Amortized In-Context Mixed Effect Transformer Models: A Zero-Shot Approach for Pharmacokinetics
César Ali Ojeda Marin, Wilhelm Huisinga, Purity Kavwele, Ramsés J. Sánchez, Niklas Hartung
TL;DR
This work tackles the challenge of sparse, longitudinal pharmacokinetic data by introducing AICMET, a transformer-based latent-variable framework that blends mechanistic compartmental priors with amortized in-context Bayesian inference. By pretraining on large synthetic PK trajectories with Ornstein–Uhlenbeck priors, AICMET achieves zero-shot adaptation to new compounds and provides calibrated, patient-specific predictions after only a few early measurements. The model combines global population codes with individual-specific latent factors and uses a time-aware transformer decoder to handle irregular sampling and dosing information, delivering both accurate forecasts and meaningful uncertainty quantification.
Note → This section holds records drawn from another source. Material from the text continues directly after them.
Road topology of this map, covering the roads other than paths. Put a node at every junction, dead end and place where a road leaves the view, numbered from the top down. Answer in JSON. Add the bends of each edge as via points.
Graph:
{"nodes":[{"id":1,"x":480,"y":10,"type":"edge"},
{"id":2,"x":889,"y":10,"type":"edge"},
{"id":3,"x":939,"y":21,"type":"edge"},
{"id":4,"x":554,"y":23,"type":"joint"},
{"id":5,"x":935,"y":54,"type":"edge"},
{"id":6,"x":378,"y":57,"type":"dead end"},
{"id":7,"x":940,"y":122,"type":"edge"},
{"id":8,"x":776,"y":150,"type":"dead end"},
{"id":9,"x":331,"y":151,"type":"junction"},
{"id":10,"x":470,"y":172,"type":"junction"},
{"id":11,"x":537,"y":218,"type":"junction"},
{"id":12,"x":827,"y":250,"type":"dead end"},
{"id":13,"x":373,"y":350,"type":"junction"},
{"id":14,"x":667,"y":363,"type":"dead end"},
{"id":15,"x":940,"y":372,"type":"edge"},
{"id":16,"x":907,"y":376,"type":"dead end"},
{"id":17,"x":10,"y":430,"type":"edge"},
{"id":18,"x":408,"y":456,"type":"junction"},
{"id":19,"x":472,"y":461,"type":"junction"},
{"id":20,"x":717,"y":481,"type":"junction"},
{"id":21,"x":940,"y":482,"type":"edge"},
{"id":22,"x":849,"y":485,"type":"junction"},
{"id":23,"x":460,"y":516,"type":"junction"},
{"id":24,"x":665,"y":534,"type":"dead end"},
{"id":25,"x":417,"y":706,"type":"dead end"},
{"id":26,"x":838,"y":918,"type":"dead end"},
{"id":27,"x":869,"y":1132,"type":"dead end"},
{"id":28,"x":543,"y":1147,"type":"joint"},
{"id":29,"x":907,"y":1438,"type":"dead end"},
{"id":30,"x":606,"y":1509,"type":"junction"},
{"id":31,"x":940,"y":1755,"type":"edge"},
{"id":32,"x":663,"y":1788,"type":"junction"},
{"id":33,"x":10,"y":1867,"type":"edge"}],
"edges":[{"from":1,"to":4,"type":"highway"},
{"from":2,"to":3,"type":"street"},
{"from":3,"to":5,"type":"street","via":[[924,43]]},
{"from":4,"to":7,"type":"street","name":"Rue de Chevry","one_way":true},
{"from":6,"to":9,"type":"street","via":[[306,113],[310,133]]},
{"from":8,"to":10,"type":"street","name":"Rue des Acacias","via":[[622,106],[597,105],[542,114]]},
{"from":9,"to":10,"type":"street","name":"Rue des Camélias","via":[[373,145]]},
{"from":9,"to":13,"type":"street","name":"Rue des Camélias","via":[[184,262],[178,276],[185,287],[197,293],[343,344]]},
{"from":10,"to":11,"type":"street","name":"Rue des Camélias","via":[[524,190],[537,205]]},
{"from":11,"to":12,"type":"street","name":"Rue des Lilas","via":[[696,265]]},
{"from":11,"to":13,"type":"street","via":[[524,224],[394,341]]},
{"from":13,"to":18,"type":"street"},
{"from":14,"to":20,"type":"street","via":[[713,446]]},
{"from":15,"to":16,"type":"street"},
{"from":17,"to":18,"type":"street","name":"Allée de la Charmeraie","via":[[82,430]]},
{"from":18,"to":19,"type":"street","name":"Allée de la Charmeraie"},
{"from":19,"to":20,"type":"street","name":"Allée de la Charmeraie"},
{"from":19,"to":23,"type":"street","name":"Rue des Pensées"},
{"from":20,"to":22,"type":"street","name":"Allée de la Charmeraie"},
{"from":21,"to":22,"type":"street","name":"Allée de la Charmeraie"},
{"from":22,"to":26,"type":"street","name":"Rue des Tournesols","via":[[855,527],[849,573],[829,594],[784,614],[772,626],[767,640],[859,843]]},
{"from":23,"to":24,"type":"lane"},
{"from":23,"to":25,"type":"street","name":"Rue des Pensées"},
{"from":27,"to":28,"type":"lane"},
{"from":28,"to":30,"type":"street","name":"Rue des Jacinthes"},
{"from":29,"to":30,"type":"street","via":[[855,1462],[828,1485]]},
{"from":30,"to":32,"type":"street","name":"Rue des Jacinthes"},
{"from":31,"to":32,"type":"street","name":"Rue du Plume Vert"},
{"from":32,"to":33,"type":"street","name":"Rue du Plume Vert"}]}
Empirical results on PK-DB demonstrate state-of-the-art accuracy and robust inter-patient variability capture, highlighting the potential of population-aware, mechanistically grounded neural architectures for truly personalized pharmacotherapy.
Abstract
Accurate dose-response forecasting under sparse sampling is central to precision pharmacotherapy. We present the Amortized In-Context Mixed-Effect Transformer (AICMET) model, a transformer-based latent-variable framework that unifies mechanistic compartmental priors with amortized in-context Bayesian inference. AICMET is pre-trained on hundreds of thousands of synthetic pharmacokinetic trajectories with Ornstein-Uhlenbeck priors over the parameters of compartment models, endowing the model with strong inductive biases and enabling zero-shot adaptation to new compounds. At inference time, the decoder conditions on the collective context of previously profiled trial participants, generating calibrated posterior predictions for newly enrolled patients after a few early drug concentration measurements. This capability collapses traditional model-development cycles from weeks to hours while preserving some degree of expert modelling. Experiments across public datasets show that AICMET attains state-of-the-art predictive accuracy and faithfully quantifies inter-patient variability -- outperforming both nonlinear mixed-effects baselines and recent neural ODE variants. Our results highlight the feasibility of transformer-based, population-aware neural architectures as offering a new alternative for bespoke pharmacokinetic modeling pipelines, charting a path toward truly population-aware personalized dosing regimens.